Stored data entries
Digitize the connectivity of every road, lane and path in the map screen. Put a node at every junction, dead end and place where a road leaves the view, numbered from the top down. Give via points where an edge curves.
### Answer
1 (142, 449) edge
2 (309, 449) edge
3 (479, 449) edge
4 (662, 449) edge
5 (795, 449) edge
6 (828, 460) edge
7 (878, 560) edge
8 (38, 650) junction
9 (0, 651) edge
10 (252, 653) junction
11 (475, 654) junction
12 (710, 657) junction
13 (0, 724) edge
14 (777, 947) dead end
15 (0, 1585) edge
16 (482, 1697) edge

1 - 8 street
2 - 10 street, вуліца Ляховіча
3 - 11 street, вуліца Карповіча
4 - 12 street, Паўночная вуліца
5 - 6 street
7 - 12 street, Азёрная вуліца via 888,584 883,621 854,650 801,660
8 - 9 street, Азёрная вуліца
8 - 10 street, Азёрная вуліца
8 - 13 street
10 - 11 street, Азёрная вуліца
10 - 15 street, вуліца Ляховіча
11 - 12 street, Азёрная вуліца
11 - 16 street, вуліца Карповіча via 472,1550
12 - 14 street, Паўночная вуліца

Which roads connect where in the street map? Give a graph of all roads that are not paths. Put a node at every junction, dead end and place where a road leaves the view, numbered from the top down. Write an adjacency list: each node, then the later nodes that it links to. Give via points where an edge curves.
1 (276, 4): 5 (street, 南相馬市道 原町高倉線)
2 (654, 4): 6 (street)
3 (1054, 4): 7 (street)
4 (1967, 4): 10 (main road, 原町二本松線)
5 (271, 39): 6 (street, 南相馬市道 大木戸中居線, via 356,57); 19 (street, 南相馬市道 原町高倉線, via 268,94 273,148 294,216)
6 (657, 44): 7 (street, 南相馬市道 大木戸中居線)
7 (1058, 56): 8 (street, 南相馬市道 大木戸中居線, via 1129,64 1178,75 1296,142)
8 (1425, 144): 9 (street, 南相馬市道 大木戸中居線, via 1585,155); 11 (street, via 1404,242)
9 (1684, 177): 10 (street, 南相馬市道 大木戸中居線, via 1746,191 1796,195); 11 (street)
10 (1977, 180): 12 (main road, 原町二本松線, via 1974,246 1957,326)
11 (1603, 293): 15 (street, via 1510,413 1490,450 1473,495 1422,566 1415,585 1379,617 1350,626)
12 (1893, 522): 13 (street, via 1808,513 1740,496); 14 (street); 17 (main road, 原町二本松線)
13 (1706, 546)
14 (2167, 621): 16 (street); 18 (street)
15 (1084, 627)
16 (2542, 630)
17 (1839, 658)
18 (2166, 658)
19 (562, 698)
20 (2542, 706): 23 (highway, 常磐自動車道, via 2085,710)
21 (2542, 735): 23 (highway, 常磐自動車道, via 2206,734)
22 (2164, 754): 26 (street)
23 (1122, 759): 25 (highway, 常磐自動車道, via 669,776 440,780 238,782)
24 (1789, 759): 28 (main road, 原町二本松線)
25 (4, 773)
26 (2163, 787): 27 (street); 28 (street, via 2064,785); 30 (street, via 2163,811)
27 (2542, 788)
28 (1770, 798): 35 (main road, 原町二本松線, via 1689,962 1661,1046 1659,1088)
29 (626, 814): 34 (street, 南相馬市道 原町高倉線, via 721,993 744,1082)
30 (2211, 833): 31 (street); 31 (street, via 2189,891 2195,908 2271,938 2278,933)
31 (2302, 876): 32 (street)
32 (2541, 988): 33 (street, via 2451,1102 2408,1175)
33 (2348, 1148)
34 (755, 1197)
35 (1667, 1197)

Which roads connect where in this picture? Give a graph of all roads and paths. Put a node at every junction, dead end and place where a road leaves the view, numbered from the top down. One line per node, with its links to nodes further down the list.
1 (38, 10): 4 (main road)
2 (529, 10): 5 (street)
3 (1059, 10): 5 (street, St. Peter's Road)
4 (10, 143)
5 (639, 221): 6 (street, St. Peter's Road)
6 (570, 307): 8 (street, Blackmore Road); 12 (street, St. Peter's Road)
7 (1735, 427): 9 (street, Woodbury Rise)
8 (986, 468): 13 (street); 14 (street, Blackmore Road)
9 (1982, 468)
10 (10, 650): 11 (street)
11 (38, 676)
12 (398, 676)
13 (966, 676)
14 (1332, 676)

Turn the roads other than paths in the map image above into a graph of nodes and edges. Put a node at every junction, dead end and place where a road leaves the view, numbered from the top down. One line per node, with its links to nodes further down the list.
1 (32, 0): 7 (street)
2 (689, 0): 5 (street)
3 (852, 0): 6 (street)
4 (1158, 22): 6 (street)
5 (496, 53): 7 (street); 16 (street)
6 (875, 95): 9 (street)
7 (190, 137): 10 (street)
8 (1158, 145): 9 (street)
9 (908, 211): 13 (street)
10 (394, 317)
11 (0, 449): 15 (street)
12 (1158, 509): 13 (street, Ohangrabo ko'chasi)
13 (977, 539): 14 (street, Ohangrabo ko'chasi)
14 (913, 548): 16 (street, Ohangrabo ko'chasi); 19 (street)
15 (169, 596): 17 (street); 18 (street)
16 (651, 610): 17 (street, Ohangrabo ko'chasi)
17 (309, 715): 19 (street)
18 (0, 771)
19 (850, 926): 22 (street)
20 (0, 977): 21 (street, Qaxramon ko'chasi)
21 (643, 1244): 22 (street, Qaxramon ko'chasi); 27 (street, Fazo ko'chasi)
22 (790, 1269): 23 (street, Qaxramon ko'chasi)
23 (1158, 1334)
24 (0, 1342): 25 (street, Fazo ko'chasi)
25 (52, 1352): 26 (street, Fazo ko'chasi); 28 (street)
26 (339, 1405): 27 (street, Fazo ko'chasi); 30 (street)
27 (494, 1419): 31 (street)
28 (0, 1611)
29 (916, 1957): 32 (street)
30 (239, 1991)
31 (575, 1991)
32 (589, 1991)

The task:
Nothing but the lines from the one containing "Which roads connect where in this" through the last line of the data above should be given again, each exactly as it stands.

Solution to the exercise:
Which roads connect where in this picture? Give a graph of all roads and paths. Put a node at every junction, dead end and place where a road leaves the view, numbered from the top down. One line per node, with its links to nodes further down the list.
1 (38, 10): 4 (main road)
2 (529, 10): 5 (street)
3 (1059, 10): 5 (street, St. Peter's Road)
4 (10, 143)
5 (639, 221): 6 (street, St. Peter's Road)
6 (570, 307): 8 (street, Blackmore Road); 12 (street, St. Peter's Road)
7 (1735, 427): 9 (street, Woodbury Rise)
8 (986, 468): 13 (street); 14 (street, Blackmore Road)
9 (1982, 468)
10 (10, 650): 11 (street)
11 (38, 676)
12 (398, 676)
13 (966, 676)
14 (1332, 676)

Turn the roads other than paths in the map image above into a graph of nodes and edges. Put a node at every junction, dead end and place where a road leaves the view, numbered from the top down. One line per node, with its links to nodes further down the list.
1 (32, 0): 7 (street)
2 (689, 0): 5 (street)
3 (852, 0): 6 (street)
4 (1158, 22): 6 (street)
5 (496, 53): 7 (street); 16 (street)
6 (875, 95): 9 (street)
7 (190, 137): 10 (street)
8 (1158, 145): 9 (street)
9 (908, 211): 13 (street)
10 (394, 317)
11 (0, 449): 15 (street)
12 (1158, 509): 13 (street, Ohangrabo ko'chasi)
13 (977, 539): 14 (street, Ohangrabo ko'chasi)
14 (913, 548): 16 (street, Ohangrabo ko'chasi); 19 (street)
15 (169, 596): 17 (street); 18 (street)
16 (651, 610): 17 (street, Ohangrabo ko'chasi)
17 (309, 715): 19 (street)
18 (0, 771)
19 (850, 926): 22 (street)
20 (0, 977): 21 (street, Qaxramon ko'chasi)
21 (643, 1244): 22 (street, Qaxramon ko'chasi); 27 (street, Fazo ko'chasi)
22 (790, 1269): 23 (street, Qaxramon ko'chasi)
23 (1158, 1334)
24 (0, 1342): 25 (street, Fazo ko'chasi)
25 (52, 1352): 26 (street, Fazo ko'chasi); 28 (street)
26 (339, 1405): 27 (street, Fazo ko'chasi); 30 (street)
27 (494, 1419): 31 (street)
28 (0, 1611)
29 (916, 1957): 32 (street)
30 (239, 1991)
31 (575, 1991)
32 (589, 1991)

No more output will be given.